Optimizing pgvector HNSW Indexes for High-Cardinality Search

October 11, 2025

16 min read

Goh Ling Yong

Technology enthusiast and software architect specializing in AI-driven development tools and modern software engineering practices. Passionate about the intersection of artificial intelligence and human creativity in building tomorrow's digital solutions.

The Senior Engineer's Dilemma: Beyond `CREATE INDEX`

As vector search moves from experimental projects to core product features, the engineering challenge shifts from simple implementation to robust, scalable, and cost-effective operation. You've already integrated pgvector, embedded your data, and run a few successful ORDER BY embedding <-> $1 queries. But now, with a dataset of 10 million, 100 million, or even a billion vectors, the default settings are failing. Index build times are exploding, query latencies are unpredictable, and memory consumption is through the roof.

This is the critical juncture where senior engineering decisions make or break the system. The problem is that Approximate Nearest Neighbor (ANN) search, particularly with an algorithm like Hierarchical Navigable Small Worlds (HNSW), is not a black box. It's a complex system of trade-offs. Choosing the right parameters requires a deep understanding of the algorithm's mechanics and a rigorous, data-driven approach to tuning.

This article is a deep dive into the production-level optimization of HNSW indexes in pgvector. We will systematically dissect the key parameters, establish a robust benchmarking framework, and explore advanced architectural patterns for handling massive scale and complex query patterns. We assume you are familiar with vector embeddings and the basics of pgvector. Our focus is on the hard-won knowledge required to run it reliably in production.

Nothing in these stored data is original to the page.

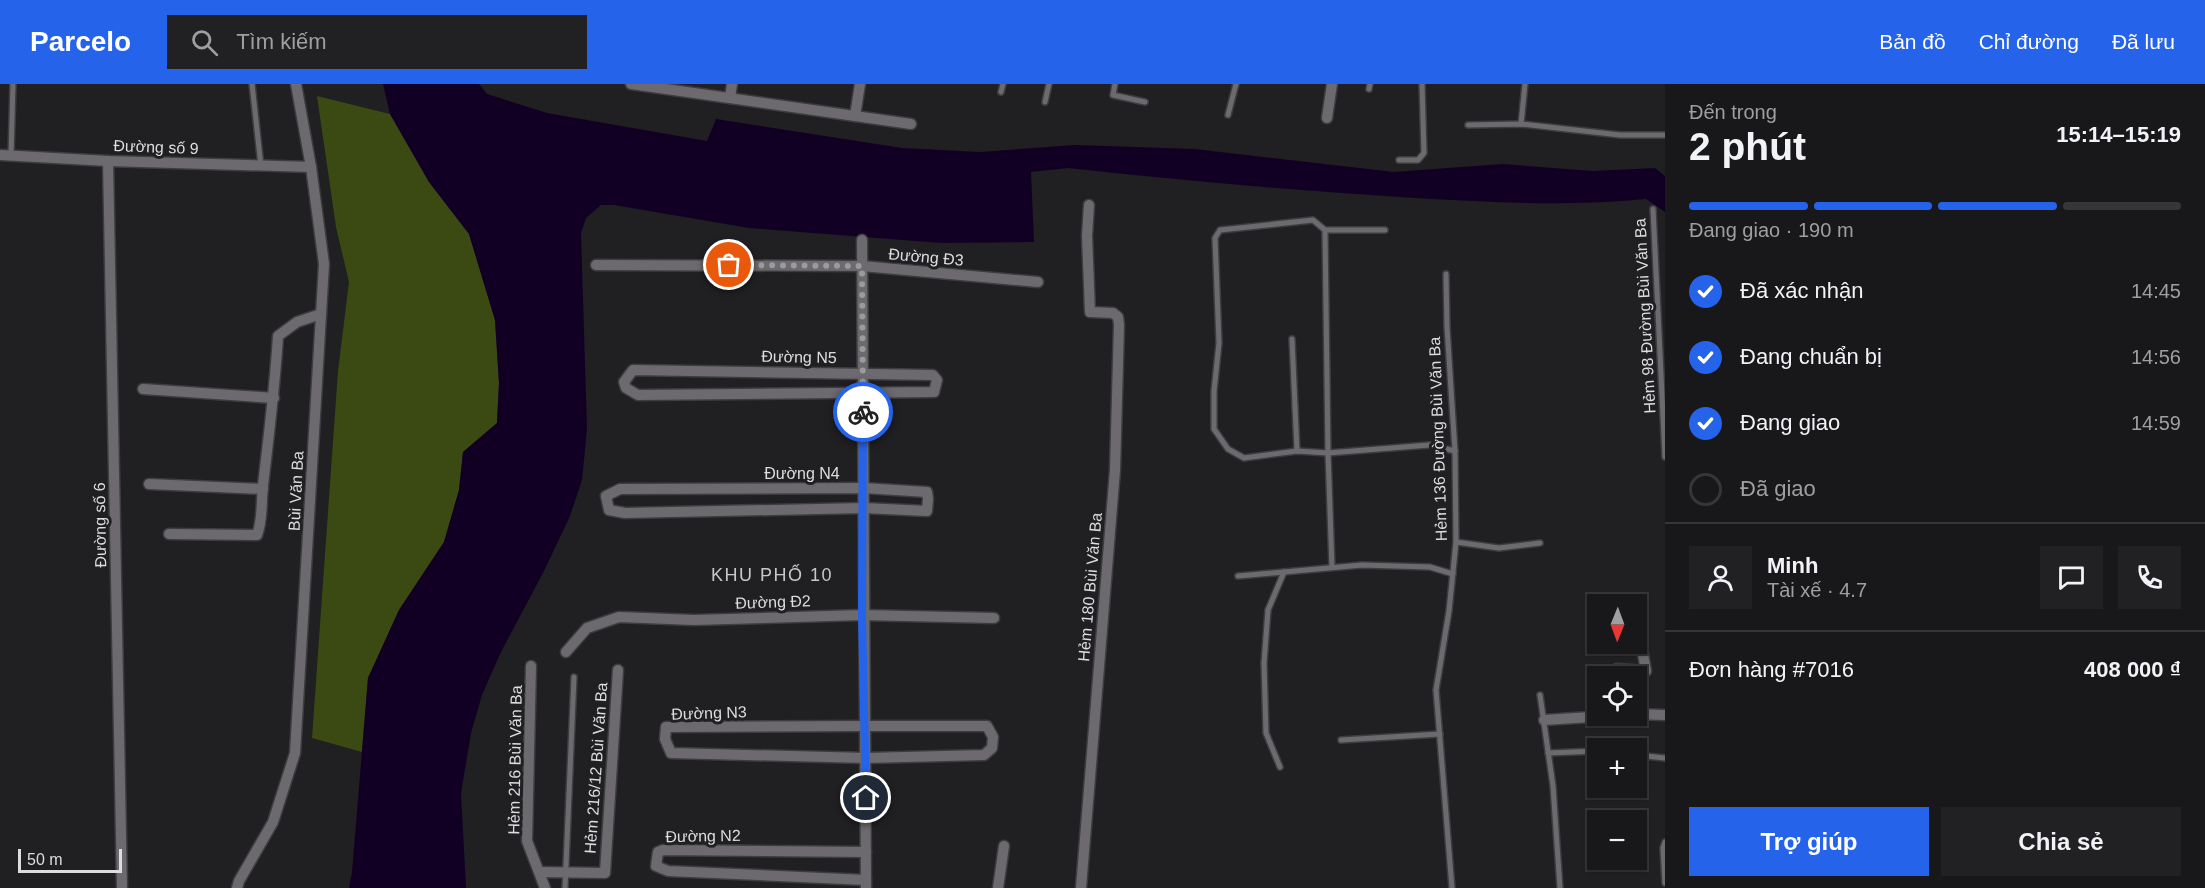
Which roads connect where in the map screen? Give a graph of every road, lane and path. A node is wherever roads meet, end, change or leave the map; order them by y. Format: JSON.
{"nodes":[{"id":1,"x":13,"y":84,"type":"edge"},
{"id":2,"x":252,"y":84,"type":"edge"},
{"id":3,"x":296,"y":84,"type":"edge"},
{"id":4,"x":631,"y":84,"type":"edge"},
{"id":5,"x":732,"y":84,"type":"edge"},
{"id":6,"x":860,"y":84,"type":"edge"},
{"id":7,"x":1003,"y":84,"type":"edge"},
{"id":8,"x":1049,"y":84,"type":"edge"},
{"id":9,"x":1115,"y":84,"type":"edge"},
{"id":10,"x":1236,"y":84,"type":"edge"},
{"id":11,"x":1332,"y":84,"type":"edge"},
{"id":12,"x":1422,"y":84,"type":"edge"},
{"id":13,"x":1525,"y":84,"type":"edge"},
{"id":14,"x":1001,"y":92,"type":"dead end"},
{"id":15,"x":730,"y":98,"type":"junction"},
{"id":16,"x":1045,"y":102,"type":"dead end"},
{"id":17,"x":1145,"y":102,"type":"dead end"},
{"id":18,"x":1228,"y":115,"type":"dead end"},
{"id":19,"x":855,"y":116,"type":"junction"},
{"id":20,"x":1327,"y":118,"type":"dead end"},
{"id":21,"x":911,"y":124,"type":"dead end"},
{"id":22,"x":1521,"y":124,"type":"junction"},
{"id":23,"x":1468,"y":125,"type":"dead end"},
{"id":24,"x":1665,"y":135,"type":"edge"},
{"id":25,"x":6,"y":155,"type":"edge"},
{"id":26,"x":1399,"y":160,"type":"dead end"},
{"id":27,"x":108,"y":161,"type":"junction"},
{"id":28,"x":261,"y":166,"type":"junction"},
{"id":29,"x":311,"y":167,"type":"junction"},
{"id":30,"x":1089,"y":205,"type":"dead end"},
{"id":31,"x":1653,"y":209,"type":"dead end"},
{"id":32,"x":1325,"y":230,"type":"junction"},
{"id":33,"x":1385,"y":230,"type":"dead end"},
{"id":34,"x":862,"y":240,"type":"dead end"},
{"id":35,"x":596,"y":265,"type":"dead end"},
{"id":36,"x":862,"y":266,"type":"junction"},
{"id":37,"x":1446,"y":274,"type":"dead end"},
{"id":38,"x":1038,"y":282,"type":"dead end"},
{"id":39,"x":321,"y":315,"type":"junction"},
{"id":40,"x":1292,"y":339,"type":"dead end"},
{"id":41,"x":863,"y":372,"type":"junction"},
{"id":42,"x":143,"y":389,"type":"dead end"},
{"id":43,"x":863,"y":391,"type":"junction"},
{"id":44,"x":274,"y":398,"type":"junction"},
{"id":45,"x":1297,"y":451,"type":"junction"},
{"id":46,"x":1455,"y":451,"type":"junction"},
{"id":47,"x":1328,"y":453,"type":"junction"},
{"id":48,"x":1665,"y":458,"type":"edge"},
{"id":49,"x":149,"y":484,"type":"dead end"},
{"id":50,"x":864,"y":488,"type":"junction"},
{"id":51,"x":263,"y":489,"type":"junction"},
{"id":52,"x":864,"y":508,"type":"junction"},
{"id":53,"x":169,"y":534,"type":"dead end"},
{"id":54,"x":1456,"y":543,"type":"junction"},
{"id":55,"x":1540,"y":543,"type":"dead end"},
{"id":56,"x":1332,"y":567,"type":"junction"},
{"id":57,"x":1284,"y":572,"type":"junction"},
{"id":58,"x":1453,"y":574,"type":"junction"},
{"id":59,"x":1238,"y":576,"type":"dead end"},
{"id":60,"x":862,"y":615,"type":"junction"},
{"id":61,"x":994,"y":618,"type":"dead end"},
{"id":62,"x":566,"y":652,"type":"dead end"},
{"id":63,"x":531,"y":666,"type":"dead end"},
{"id":64,"x":618,"y":670,"type":"dead end"},
{"id":65,"x":574,"y":676,"type":"dead end"},
{"id":66,"x":1540,"y":695,"type":"dead end"},
{"id":67,"x":1647,"y":714,"type":"edge"},
{"id":68,"x":1664,"y":715,"type":"edge"},
{"id":69,"x":1587,"y":717,"type":"edge"},
{"id":70,"x":1544,"y":720,"type":"junction"},
{"id":71,"x":865,"y":726,"type":"junction"},
{"id":72,"x":1440,"y":734,"type":"junction"},
{"id":73,"x":1341,"y":740,"type":"dead end"},
{"id":74,"x":1587,"y":751,"type":"edge"},
{"id":75,"x":1548,"y":753,"type":"junction"},
{"id":76,"x":1647,"y":756,"type":"edge"},
{"id":77,"x":866,"y":758,"type":"junction"},
{"id":78,"x":1665,"y":758,"type":"edge"},
{"id":79,"x":1280,"y":767,"type":"dead end"},
{"id":80,"x":1665,"y":842,"type":"edge"},
{"id":81,"x":1004,"y":846,"type":"dead end"},
{"id":82,"x":866,"y":852,"type":"junction"},
{"id":83,"x":539,"y":872,"type":"junction"},
{"id":84,"x":566,"y":872,"type":"junction"},
{"id":85,"x":1665,"y":883,"type":"edge"},
{"id":86,"x":866,"y":884,"type":"edge"},
{"id":87,"x":122,"y":888,"type":"edge"},
{"id":88,"x":237,"y":888,"type":"edge"},
{"id":89,"x":544,"y":888,"type":"edge"},
{"id":90,"x":565,"y":888,"type":"edge"},
{"id":91,"x":998,"y":888,"type":"edge"},
{"id":92,"x":1081,"y":888,"type":"edge"},
{"id":93,"x":1452,"y":888,"type":"edge"},
{"id":94,"x":1560,"y":888,"type":"edge"}],
"edges":[{"from":1,"to":25,"type":"lane"},
{"from":2,"to":28,"type":"lane"},
{"from":3,"to":29,"type":"street","name":"Bùi Văn Ba"},
{"from":4,"to":15,"type":"street"},
{"from":5,"to":15,"type":"street"},
{"from":6,"to":19,"type":"street"},
{"from":7,"to":14,"type":"lane"},
{"from":8,"to":16,"type":"lane"},
{"from":9,"to":17,"type":"lane"},
{"from":10,"to":18,"type":"lane"},
{"from":11,"to":20,"type":"street"},
{"from":12,"to":26,"type":"lane"},
{"from":13,"to":22,"type":"lane"},
{"from":15,"to":19,"type":"street"},
{"from":19,"to":21,"type":"street"},
{"from":22,"to":23,"type":"lane"},
{"from":22,"to":24,"type":"lane"},
{"from":25,"to":27,"type":"street","name":"Đường số 9"},
{"from":27,"to":28,"type":"street","name":"Đường số 9"},
{"from":27,"to":87,"type":"street","name":"Đường số 6"},
{"from":28,"to":29,"type":"street","name":"Đường số 9"},
{"from":29,"to":39,"type":"street","name":"Bùi Văn Ba"},
{"from":30,"to":92,"type":"street","name":"Hẻm 180 Bùi Văn Ba"},
{"from":31,"to":48,"type":"lane","name":"Hẻm 98 Đường Bùi Văn Ba"},
{"from":32,"to":33,"type":"lane"},
{"from":32,"to":45,"type":"lane"},
{"from":32,"to":47,"type":"lane"},
{"from":34,"to":36,"type":"street"},
{"from":35,"to":36,"type":"street","name":"Đường Đ3"},
{"from":36,"to":38,"type":"street","name":"Đường Đ3"},
{"from":36,"to":41,"type":"street"},
{"from":37,"to":46,"type":"lane","name":"Hẻm 136 Đường Bùi Văn Ba"},
{"from":39,"to":44,"type":"street"},
{"from":39,"to":88,"type":"street","name":"Bùi Văn Ba"},
{"from":40,"to":45,"type":"lane"},
{"from":41,"to":43,"type":"street"},
{"from":41,"to":43,"type":"street","name":"Đường N5"},
{"from":41,"to":43,"type":"street","name":"Đường N5"},
{"from":42,"to":44,"type":"street"},
{"from":43,"to":50,"type":"street"},
{"from":44,"to":51,"type":"street"},
{"from":45,"to":47,"type":"lane"},
{"from":46,"to":47,"type":"lane"},
{"from":46,"to":54,"type":"lane","name":"Hẻm 136 Đường Bùi Văn Ba"},
{"from":47,"to":56,"type":"lane"},
{"from":49,"to":51,"type":"street"},
{"from":50,"to":52,"type":"street"},
{"from":50,"to":52,"type":"street","name":"Đường N4"},
{"from":50,"to":52,"type":"street","name":"Đường N4"},
{"from":51,"to":53,"type":"street"},
{"from":52,"to":60,"type":"street"},
{"from":54,"to":55,"type":"lane"},
{"from":54,"to":58,"type":"lane","name":"Hẻm 136 Đường Bùi Văn Ba"},
{"from":56,"to":57,"type":"lane"},
{"from":56,"to":58,"type":"lane"},
{"from":57,"to":59,"type":"lane"},
{"from":57,"to":79,"type":"lane"},
{"from":58,"to":72,"type":"lane","name":"Hẻm 136 Đường Bùi Văn Ba"},
{"from":60,"to":61,"type":"street","name":"Đường Đ2"},
{"from":60,"to":62,"type":"street","name":"Đường Đ2"},
{"from":60,"to":71,"type":"street"},
{"from":63,"to":83,"type":"street","name":"Hẻm 216 Bùi Văn Ba"},
{"from":64,"to":84,"type":"street","name":"Hẻm 216/12 Bùi Văn Ba"},
{"from":65,"to":84,"type":"lane"},
{"from":66,"to":70,"type":"lane"},
{"from":67,"to":68,"type":"street"},
{"from":69,"to":70,"type":"street"},
{"from":70,"to":75,"type":"lane"},
{"from":71,"to":77,"type":"street"},
{"from":71,"to":77,"type":"street"},
{"from":71,"to":77,"type":"street","name":"Đường N3"},
{"from":72,"to":73,"type":"lane"},
{"from":72,"to":93,"type":"lane","name":"Hẻm 136 Đường Bùi Văn Ba"},
{"from":74,"to":75,"type":"lane"},
{"from":75,"to":94,"type":"lane"},
{"from":76,"to":78,"type":"lane"},
{"from":77,"to":82,"type":"street"},
{"from":80,"to":85,"type":"lane"},
{"from":81,"to":91,"type":"street"},
{"from":82,"to":86,"type":"street"},
{"from":82,"to":86,"type":"street","name":"Đường N2"},
{"from":83,"to":84,"type":"street","name":"Hẻm 216/12 Bùi Văn Ba"},
{"from":83,"to":89,"type":"street","name":"Hẻm 216 Bùi Văn Ba"},
{"from":84,"to":90,"type":"lane"}]}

Anatomy of HNSW Parameters: Your Tuning Levers

The HNSW algorithm constructs a multi-layered graph where long-range connections on upper layers facilitate rapid traversal, and shorter-range connections on lower, denser layers enable fine-grained search. In pgvector, you control the geometry and behavior of this graph primarily through three parameters:

m (Max Connections): This integer defines the maximum number of bidirectional links (neighbors) each node can have on any given layer of the graph.

* Impact: A higher m creates a denser graph. This generally improves the accuracy (recall) of search results and makes the index more robust to local minima during traversal. However, it comes at a significant cost: increased index size (memory footprint) and longer index build times. The relationship between m and memory is roughly linear.

* Production Guideline: Values typically range from 8 to 48. A common starting point is 16. For high-dimensional or complex data distributions, pushing m to 24 or 32 might be necessary to achieve desired recall.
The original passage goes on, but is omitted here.